A most unusual temporal issue

Most of us have suffered time-related woes, dealing with servers that just can’t keep their clock straight even with NTP. Well we’ve just come across a new one, and NTP isn’t going to save the day – what happens when you have multiple misbehaving clocks?

We first noticed the problem when reloading the firewall on the host, a KVM server that had been virtualised from hardware. We use filtergen for ruleset generation, and one of its postreload scripts restarts fail2ban, an anti-bruteforce tool. One part of fail2ban’s initscript makes a call to sleep 1 to give things time to settle.

We noticed that the invocation of sleep was taking more than a second, much more. Something wasn’t right and the automatic 15sec rollback was kicking in, having not received explicit confirmation from the operator. We tested some more, this wasn’t a filtergen or fail2ban problem.

[email protected]:~# time sleep 1

real	1m25.376s      ಠ_ಠ
user	0m0.000s
sys	0m0.001s

This was reminding us of the leap second issue that we dealt with last year, in which timers weren’t being handled at the correct time, causing some big problems. Could the system’s clock be jumping all over the place and causing sleep 1 to last far too long?

Running date in a tight loop from the shell (about 1000 times per second) we could see time advancing normally, for the most part. There was a “blip” every several invocations showing the wrong time, and it was pretty regular.

Sat Feb 30 16:37:04 EST 2013
Sat Feb 30 16:37:04 EST 2013
Sat Feb 30 16:35:39 EST 2013    <-- anomaly
Sat Feb 30 16:37:04 EST 2013
Sat Feb 30 16:37:04 EST 2013
Sat Feb 30 16:37:04 EST 2013
Sat Feb 30 16:37:04 EST 2013
Sat Feb 30 16:35:39 EST 2013    <-- anomaly
Sat Feb 30 16:37:04 EST 2013

This is when we considered that we might be dealing with multiple clocks. In the case of sleep 1, the operating system sets an interrupt to wake the program after the specified period has elapsed. The interrupt is a hardware feature, and in a multicore system there’s no guarantee that the interrupt will be handled by the same CPU that set it initially.
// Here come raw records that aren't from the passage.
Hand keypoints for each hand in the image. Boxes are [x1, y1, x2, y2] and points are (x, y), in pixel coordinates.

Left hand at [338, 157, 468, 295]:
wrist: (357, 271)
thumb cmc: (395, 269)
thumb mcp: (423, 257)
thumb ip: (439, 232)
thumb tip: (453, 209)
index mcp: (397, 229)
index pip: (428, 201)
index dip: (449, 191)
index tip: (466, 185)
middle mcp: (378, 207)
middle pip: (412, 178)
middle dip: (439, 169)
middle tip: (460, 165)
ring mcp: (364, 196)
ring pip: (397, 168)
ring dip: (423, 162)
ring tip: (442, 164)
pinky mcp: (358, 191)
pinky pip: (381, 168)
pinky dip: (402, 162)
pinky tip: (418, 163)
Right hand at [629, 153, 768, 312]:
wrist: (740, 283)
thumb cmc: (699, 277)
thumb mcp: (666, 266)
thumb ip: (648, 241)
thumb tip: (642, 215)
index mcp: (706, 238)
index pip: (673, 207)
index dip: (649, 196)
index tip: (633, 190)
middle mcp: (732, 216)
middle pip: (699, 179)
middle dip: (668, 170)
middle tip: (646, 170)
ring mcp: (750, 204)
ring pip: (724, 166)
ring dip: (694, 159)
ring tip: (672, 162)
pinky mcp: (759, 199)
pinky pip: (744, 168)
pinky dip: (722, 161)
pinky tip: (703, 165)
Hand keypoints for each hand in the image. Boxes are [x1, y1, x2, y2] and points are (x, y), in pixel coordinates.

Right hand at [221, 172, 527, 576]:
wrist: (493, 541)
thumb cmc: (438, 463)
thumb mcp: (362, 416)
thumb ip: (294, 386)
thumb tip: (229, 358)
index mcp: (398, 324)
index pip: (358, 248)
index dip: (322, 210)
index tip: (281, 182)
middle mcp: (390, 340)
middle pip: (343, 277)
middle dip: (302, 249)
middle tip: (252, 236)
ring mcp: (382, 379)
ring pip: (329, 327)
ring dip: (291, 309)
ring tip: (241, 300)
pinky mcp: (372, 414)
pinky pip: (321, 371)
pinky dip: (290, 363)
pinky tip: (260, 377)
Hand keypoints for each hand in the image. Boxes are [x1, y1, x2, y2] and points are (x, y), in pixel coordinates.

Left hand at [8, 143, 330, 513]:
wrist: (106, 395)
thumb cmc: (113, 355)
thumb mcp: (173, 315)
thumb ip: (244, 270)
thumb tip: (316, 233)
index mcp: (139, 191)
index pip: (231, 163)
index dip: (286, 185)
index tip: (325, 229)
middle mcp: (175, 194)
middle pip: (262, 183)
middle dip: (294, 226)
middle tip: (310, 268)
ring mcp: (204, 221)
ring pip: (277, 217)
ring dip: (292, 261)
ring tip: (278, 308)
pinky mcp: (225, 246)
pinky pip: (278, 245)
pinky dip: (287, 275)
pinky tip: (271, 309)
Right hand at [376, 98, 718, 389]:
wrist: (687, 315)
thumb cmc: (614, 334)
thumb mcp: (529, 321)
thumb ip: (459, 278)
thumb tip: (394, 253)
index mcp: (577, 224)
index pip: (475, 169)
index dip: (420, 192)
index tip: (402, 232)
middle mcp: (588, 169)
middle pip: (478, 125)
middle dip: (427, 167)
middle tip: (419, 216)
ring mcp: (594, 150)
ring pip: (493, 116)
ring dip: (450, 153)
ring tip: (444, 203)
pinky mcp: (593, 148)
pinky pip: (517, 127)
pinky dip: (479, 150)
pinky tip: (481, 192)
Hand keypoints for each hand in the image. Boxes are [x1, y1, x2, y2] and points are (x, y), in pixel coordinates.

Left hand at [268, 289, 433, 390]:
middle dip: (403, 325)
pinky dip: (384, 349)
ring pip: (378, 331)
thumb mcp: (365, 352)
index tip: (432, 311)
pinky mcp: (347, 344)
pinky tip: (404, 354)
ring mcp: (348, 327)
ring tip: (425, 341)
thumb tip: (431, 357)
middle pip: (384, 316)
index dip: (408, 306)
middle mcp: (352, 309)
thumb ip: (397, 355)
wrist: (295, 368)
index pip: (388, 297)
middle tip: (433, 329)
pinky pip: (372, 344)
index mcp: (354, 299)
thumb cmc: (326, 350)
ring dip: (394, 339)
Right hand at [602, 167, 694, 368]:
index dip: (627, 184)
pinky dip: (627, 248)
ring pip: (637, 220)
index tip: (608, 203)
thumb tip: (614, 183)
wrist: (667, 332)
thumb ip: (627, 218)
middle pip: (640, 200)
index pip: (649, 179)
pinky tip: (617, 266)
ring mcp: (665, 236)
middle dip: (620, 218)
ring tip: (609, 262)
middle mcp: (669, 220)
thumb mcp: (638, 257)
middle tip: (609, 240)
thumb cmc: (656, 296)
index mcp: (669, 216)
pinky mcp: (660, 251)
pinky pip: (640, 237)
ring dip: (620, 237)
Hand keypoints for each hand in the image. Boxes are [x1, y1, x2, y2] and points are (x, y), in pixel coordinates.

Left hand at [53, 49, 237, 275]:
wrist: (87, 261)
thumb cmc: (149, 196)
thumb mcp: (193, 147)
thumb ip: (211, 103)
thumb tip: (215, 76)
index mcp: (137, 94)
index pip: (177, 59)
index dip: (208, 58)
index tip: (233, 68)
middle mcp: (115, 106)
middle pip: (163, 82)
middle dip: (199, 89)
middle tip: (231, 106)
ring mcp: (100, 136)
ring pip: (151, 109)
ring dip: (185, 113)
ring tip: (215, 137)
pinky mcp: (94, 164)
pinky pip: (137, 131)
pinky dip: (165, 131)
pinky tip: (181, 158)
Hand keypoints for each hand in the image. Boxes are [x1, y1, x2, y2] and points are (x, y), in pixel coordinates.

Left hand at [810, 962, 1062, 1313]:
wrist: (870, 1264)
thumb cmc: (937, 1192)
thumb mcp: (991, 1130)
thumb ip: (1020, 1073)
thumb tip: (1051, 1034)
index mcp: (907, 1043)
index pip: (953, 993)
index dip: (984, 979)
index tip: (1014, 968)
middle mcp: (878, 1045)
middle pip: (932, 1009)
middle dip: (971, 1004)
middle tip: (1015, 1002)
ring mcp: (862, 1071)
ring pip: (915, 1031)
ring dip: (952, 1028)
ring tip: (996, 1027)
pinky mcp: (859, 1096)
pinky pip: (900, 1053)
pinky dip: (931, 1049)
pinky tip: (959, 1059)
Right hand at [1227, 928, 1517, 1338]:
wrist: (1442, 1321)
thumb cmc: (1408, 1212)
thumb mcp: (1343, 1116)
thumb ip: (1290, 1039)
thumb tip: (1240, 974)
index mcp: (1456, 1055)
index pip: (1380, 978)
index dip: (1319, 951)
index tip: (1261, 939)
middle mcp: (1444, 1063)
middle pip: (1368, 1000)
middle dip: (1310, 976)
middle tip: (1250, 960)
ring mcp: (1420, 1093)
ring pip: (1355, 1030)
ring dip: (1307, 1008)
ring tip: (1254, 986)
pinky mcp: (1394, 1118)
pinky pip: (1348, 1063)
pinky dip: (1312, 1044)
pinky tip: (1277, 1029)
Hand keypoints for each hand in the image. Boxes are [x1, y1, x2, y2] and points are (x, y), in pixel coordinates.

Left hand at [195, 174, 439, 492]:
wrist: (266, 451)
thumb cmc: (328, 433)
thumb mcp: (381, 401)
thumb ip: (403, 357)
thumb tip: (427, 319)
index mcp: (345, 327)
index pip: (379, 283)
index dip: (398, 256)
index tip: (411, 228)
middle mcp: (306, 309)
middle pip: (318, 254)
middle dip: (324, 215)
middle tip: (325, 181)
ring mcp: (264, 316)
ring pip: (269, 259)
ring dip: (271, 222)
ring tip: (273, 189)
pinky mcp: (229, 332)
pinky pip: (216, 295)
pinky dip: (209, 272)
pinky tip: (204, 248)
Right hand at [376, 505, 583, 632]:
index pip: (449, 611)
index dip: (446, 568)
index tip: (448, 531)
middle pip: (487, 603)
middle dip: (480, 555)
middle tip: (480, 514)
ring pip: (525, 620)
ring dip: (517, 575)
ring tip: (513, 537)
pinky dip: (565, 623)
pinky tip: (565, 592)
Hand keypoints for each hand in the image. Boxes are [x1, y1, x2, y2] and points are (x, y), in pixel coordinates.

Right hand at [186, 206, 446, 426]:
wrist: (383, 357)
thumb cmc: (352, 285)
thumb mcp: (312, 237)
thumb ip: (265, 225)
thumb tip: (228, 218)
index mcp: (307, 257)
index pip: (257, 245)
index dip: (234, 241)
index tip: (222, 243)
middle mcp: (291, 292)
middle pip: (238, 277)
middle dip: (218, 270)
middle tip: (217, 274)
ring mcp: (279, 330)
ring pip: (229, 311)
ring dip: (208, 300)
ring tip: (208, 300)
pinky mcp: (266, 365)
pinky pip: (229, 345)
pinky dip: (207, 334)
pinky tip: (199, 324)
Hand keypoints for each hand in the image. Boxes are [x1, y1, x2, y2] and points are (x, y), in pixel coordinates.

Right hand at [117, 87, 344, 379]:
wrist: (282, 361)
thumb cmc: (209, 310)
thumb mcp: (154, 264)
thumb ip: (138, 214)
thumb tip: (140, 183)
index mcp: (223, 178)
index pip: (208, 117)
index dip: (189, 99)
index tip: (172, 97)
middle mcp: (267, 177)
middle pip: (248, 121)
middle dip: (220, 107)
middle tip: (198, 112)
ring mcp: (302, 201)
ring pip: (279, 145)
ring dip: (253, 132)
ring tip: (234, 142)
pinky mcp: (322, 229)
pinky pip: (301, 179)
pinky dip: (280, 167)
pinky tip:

Suspecting that a CPU clock was out of whack, we dived into the toolbox and pulled out taskset, a utility for pinning processes to a specific CPU. It’s basic but would do the job for diagnosis. The VM has been assigned six CPU cores, numbered 0 through to 5. Pinning the process to each CPU in turn, we asked for the current timestamp.

[email protected]:~# for i in `seq 0 5`; do echo -n "$i: "; taskset -c $i date; done

0: Sat Feb 30 16:48:28 EST 2013
1: Sat Feb 30 16:49:52 EST 2013
2: Sat Feb 30 16:49:52 EST 2013
3: Sat Feb 30 16:49:52 EST 2013
4: Sat Feb 30 16:49:52 EST 2013
5: Sat Feb 30 16:49:52 EST 2013

Aha! This explains the symptoms perfectly – the clock on the first CPU is running slow by about 85 seconds. It’s conceivable that the interrupt is set on one of the other CPUs, while the timer interrupt is eventually serviced by CPU 0, adding 85sec to the process from start to finish.

We don’t know the cause, but we’ve got a good handle on the problem now. A reboot will probably fix it, but that will need to be scheduled with the customer for a later time.

Meanwhile, there’s one more test that we’d like to do: perhaps we can “resync” the CPUs so they agree on the same time. Sufficiently modern kernels support CPU hotplugging through a sysfs interface, and Linux will actually let you disable and enable CPUs on the fly, whether or not you have CPUs that are physically hotpluggable! (Probably not)

By echoing a 0 to the control file you can direct the OS to stop scheduling processes on the CPU and deactivate it. Reactivation is effected by echoing a 1 to the file. You can’t take CPU 0 offline as the system and architecture has some special dependencies on it, but everything else is fair game.

for i in 1 2 3 4 5 ; do echo 0 > "/sys/devices/system/cpu/cpu${i}/online" ; done

filtergen safereload

for i in 1 2 3 4 5 ; do echo 1 > "/sys/devices/system/cpu/cpu${i}/online" ; done

We disabled all the CPUs, reloaded the firewall, then enabled all the CPUs again; the firewall reload didn’t hang! As further confirmation, testing showed that date and sleep 1 behaved as expected when all CPUs bar one were disabled.

As for the cause of this problem, we’re stumped. We could attempt to go diving to find out more, but this server is a special-case production system, so there’s only so much we can do without disrupting normal operation. At the very least, we’ve got a satisfactory workaround for our specific issue until the machine can be rebooted and a kernel update applied.